Exercise objective: Copy out every line holding the string "roads" from the records below.

Data extracts:
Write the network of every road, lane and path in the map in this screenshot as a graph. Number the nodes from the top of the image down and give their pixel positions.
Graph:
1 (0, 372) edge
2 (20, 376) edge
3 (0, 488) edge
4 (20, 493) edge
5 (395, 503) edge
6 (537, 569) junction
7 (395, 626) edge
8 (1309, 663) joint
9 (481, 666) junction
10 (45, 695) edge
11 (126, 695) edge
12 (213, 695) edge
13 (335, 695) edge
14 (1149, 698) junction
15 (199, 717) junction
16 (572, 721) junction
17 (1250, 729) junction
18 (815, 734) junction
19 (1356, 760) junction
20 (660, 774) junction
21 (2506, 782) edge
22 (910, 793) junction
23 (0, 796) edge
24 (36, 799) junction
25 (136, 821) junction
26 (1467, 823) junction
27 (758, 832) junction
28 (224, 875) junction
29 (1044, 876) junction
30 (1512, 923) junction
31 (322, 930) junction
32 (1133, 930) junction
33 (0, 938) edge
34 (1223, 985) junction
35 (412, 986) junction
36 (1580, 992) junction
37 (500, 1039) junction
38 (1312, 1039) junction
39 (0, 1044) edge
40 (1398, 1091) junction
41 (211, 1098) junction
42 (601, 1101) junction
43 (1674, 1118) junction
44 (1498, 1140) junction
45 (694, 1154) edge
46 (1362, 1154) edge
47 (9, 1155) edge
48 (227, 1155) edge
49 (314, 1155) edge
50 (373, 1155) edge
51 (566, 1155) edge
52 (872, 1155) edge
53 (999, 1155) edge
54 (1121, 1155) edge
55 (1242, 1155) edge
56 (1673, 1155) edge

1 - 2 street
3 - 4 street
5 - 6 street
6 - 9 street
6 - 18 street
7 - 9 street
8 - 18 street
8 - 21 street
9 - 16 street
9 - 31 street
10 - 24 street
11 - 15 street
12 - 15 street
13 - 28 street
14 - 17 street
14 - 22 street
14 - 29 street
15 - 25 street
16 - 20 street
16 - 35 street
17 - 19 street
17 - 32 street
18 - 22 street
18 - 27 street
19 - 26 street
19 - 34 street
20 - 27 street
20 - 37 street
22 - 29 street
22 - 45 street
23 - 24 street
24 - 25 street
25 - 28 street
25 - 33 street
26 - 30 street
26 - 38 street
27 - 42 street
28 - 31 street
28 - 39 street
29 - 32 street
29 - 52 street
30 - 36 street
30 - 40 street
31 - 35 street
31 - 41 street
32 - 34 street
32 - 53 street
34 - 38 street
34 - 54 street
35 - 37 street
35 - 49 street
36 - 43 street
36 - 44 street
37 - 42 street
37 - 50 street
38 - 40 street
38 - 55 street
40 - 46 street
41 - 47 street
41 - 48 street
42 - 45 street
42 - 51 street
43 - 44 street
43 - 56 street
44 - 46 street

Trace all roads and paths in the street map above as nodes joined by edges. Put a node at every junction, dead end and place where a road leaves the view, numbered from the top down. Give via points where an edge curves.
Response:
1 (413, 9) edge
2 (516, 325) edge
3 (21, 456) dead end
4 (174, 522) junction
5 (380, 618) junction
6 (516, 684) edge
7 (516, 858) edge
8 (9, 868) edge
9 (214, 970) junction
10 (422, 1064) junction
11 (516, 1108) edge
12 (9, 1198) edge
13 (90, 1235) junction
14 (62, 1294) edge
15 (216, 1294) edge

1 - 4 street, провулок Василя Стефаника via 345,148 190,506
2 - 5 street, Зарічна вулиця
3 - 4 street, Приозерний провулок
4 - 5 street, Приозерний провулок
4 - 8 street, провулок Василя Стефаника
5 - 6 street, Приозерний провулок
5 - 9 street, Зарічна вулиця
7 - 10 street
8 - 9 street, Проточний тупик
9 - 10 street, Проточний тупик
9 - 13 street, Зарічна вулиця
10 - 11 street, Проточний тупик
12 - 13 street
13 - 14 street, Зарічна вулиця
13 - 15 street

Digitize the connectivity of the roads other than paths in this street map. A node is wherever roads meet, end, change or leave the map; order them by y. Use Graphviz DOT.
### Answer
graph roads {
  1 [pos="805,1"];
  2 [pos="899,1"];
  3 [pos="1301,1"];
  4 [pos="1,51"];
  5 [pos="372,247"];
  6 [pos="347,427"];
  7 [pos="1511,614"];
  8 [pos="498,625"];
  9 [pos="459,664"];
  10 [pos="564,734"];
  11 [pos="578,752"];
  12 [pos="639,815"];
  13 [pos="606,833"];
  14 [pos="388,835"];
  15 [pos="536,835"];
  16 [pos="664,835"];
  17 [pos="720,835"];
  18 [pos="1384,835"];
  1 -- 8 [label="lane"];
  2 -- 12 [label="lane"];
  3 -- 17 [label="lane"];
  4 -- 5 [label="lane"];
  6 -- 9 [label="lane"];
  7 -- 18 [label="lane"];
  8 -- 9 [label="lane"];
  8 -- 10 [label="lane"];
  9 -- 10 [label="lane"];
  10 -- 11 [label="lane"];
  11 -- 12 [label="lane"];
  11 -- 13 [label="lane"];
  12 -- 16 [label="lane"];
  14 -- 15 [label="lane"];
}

Exercise solution:
Trace all roads and paths in the street map above as nodes joined by edges. Put a node at every junction, dead end and place where a road leaves the view, numbered from the top down. Give via points where an edge curves.
Digitize the connectivity of the roads other than paths in this street map. A node is wherever roads meet, end, change or leave the map; order them by y. Use Graphviz DOT.
graph roads {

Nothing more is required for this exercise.